硫酸根自由基是一类新型的强氧化性自由基，氧化能力与羟基自由基相当，但最适pH更宽，在水中寿命更长，因此对有机污染物降解效果更好，是目前国际上的研究热点。目前，获得硫酸根自由基的主要方法是使用金属氧化物活化过硫酸盐或过二硫酸盐，然而该方法需要额外投加化学试剂，不但增加运行成本，而且带来很大的二次污染风险。由于硫酸根在各类水体中十分常见，浓度范围很宽（从几个毫克每升到几十克每升），研究团队以光催化反应热力学原理为指导思想，首次提出使用具有宽带隙和高价带的光催化剂磷酸铋纳米线对硫酸根进行活化，在中性pH条件下原位生成硫酸根自由基的概念和方法（i-PCAS），并从多个角度证实了这一方法的可行性和有效性。i-PCAS只需利用水中已有的硫酸根离子产生硫酸根自由基，完全不需要额外使用过硫酸盐或过二硫酸盐，降低处理成本的同时有效避免了二次污染。这一成果为人们提供了更加简单、绿色、廉价的方法和途径获得硫酸根自由基，从而实现水中有机污染物的高效去除。

该项研究得到国家自然科学基金、城市水资源与水环境国家重点实验室自主课题、我校环境生态研究院创新基金和“青年拔尖人才计划”等项目支持。

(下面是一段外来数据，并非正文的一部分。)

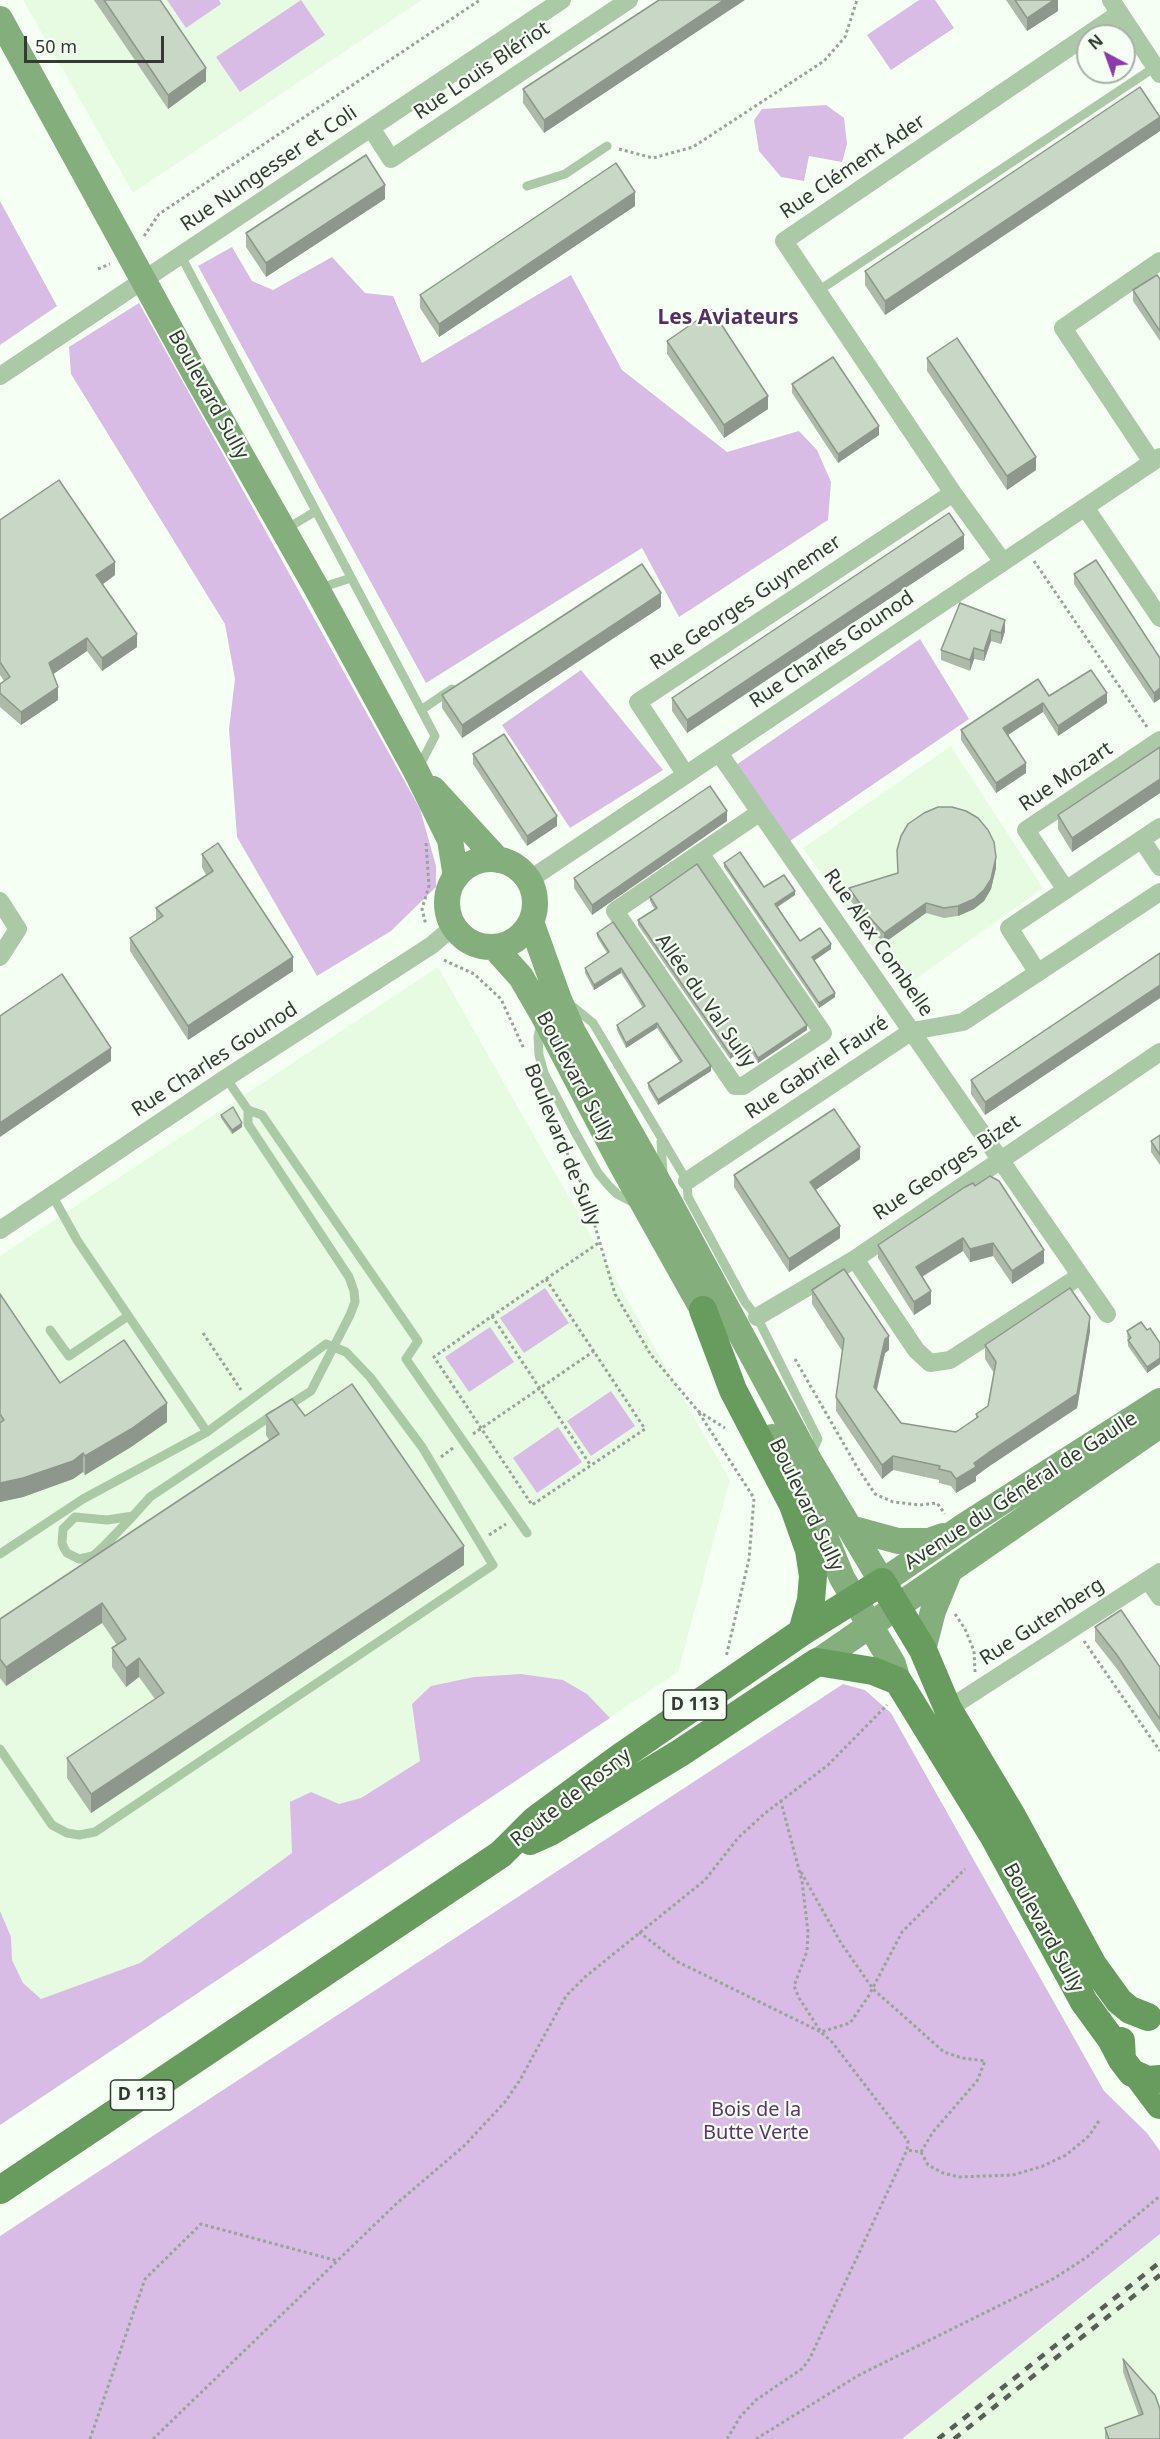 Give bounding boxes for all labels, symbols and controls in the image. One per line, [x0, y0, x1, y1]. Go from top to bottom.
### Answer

论文链接：http://pubs.acs.org/journal/esthag

Abstract

The advanced oxidation process (AOP) based on SO4•– radicals has been receiving growing attention in water and wastewater treatment. Producing SO4•– radicals by activation of peroxymonosulfate or persulfate faces the challenges of high operational cost and potential secondary pollution. In this study, we report the in situ photochemical activation of sulfate (i-PCAS) to produce SO4•– radicals with bismuth phosphate (BPO) serving as photocatalyst. The prepared BPO rod-like material could achieve remarkably enhanced degradation of 2,4-dichlorophenol (2,4-DCP) in the presence of sulfate, indicated by the first-order kinetic constant (k = 0.0402 min–1) being approximately 2.1 times that in the absence (k = 0.019 min–1) at pH-neutral condition. This presented a marked contrast with commercial TiO2 (P25), the performance of which was always inhibited by sulfate. The impact of radical scavenger and electrolyte, combined with electron spin resonance (ESR) measurement, verified the formation of •OH and SO4•– radicals during i-PCAS process. According to theoretical calculations, BPO has a sufficiently high valence band potential making it thermodynamically favorable for sulfate oxidation, and weaker interaction with SO4•– radicals resulting in higher reactivity toward target organic pollutant. The concept of i-PCAS appears to be attractive for creating new photochemical systems where in situ production of SO4•– radicals can be realized by using sulfate originally existing in aqueous environment. This eliminates the need for extrinsic chemicals and pH adjustment, which makes water treatment much easier, more economical, and more sustainable.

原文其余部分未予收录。